**ABOUT THIS EXERCISE**
Reproduce all of the material, keeping each line intact.

**MATERIAL PROVIDED**
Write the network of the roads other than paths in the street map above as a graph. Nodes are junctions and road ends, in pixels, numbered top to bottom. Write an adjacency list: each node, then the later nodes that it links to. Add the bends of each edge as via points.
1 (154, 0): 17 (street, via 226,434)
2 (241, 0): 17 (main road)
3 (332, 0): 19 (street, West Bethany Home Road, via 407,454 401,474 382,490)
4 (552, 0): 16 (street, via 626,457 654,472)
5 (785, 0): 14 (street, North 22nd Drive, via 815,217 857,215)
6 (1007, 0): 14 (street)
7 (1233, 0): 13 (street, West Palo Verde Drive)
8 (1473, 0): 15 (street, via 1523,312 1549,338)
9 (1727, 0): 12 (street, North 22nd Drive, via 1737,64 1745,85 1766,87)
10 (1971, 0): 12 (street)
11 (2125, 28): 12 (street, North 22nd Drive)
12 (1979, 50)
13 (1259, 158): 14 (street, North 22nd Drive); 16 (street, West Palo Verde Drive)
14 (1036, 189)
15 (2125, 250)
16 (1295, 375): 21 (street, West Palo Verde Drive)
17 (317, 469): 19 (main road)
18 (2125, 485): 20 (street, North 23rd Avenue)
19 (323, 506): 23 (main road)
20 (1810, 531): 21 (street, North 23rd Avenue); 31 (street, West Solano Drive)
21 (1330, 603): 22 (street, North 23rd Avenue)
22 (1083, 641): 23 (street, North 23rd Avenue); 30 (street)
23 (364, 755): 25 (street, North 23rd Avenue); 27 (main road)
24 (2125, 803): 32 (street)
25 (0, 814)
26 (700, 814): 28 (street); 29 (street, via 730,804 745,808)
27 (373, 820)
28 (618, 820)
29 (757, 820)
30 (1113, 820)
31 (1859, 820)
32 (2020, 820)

**RESULT FOR THIS TASK**
Write the network of the roads other than paths in the street map above as a graph. Nodes are junctions and road ends, in pixels, numbered top to bottom. Write an adjacency list: each node, then the later nodes that it links to. Add the bends of each edge as via points.
1 (154, 0): 17 (street, via 226,434)
2 (241, 0): 17 (main road)
3 (332, 0): 19 (street, West Bethany Home Road, via 407,454 401,474 382,490)
4 (552, 0): 16 (street, via 626,457 654,472)
5 (785, 0): 14 (street, North 22nd Drive, via 815,217 857,215)
6 (1007, 0): 14 (street)
7 (1233, 0): 13 (street, West Palo Verde Drive)
8 (1473, 0): 15 (street, via 1523,312 1549,338)
9 (1727, 0): 12 (street, North 22nd Drive, via 1737,64 1745,85 1766,87)
10 (1971, 0): 12 (street)
11 (2125, 28): 12 (street, North 22nd Drive)
12 (1979, 50)
13 (1259, 158): 14 (street, North 22nd Drive); 16 (street, West Palo Verde Drive)
14 (1036, 189)
15 (2125, 250)
16 (1295, 375): 21 (street, West Palo Verde Drive)
17 (317, 469): 19 (main road)
18 (2125, 485): 20 (street, North 23rd Avenue)
19 (323, 506): 23 (main road)
20 (1810, 531): 21 (street, North 23rd Avenue); 31 (street, West Solano Drive)
21 (1330, 603): 22 (street, North 23rd Avenue)
22 (1083, 641): 23 (street, North 23rd Avenue); 30 (street)
23 (364, 755): 25 (street, North 23rd Avenue); 27 (main road)
24 (2125, 803): 32 (street)
25 (0, 814)
26 (700, 814): 28 (street); 29 (street, via 730,804 745,808)
27 (373, 820)
28 (618, 820)
29 (757, 820)
30 (1113, 820)
31 (1859, 820)
32 (2020, 820)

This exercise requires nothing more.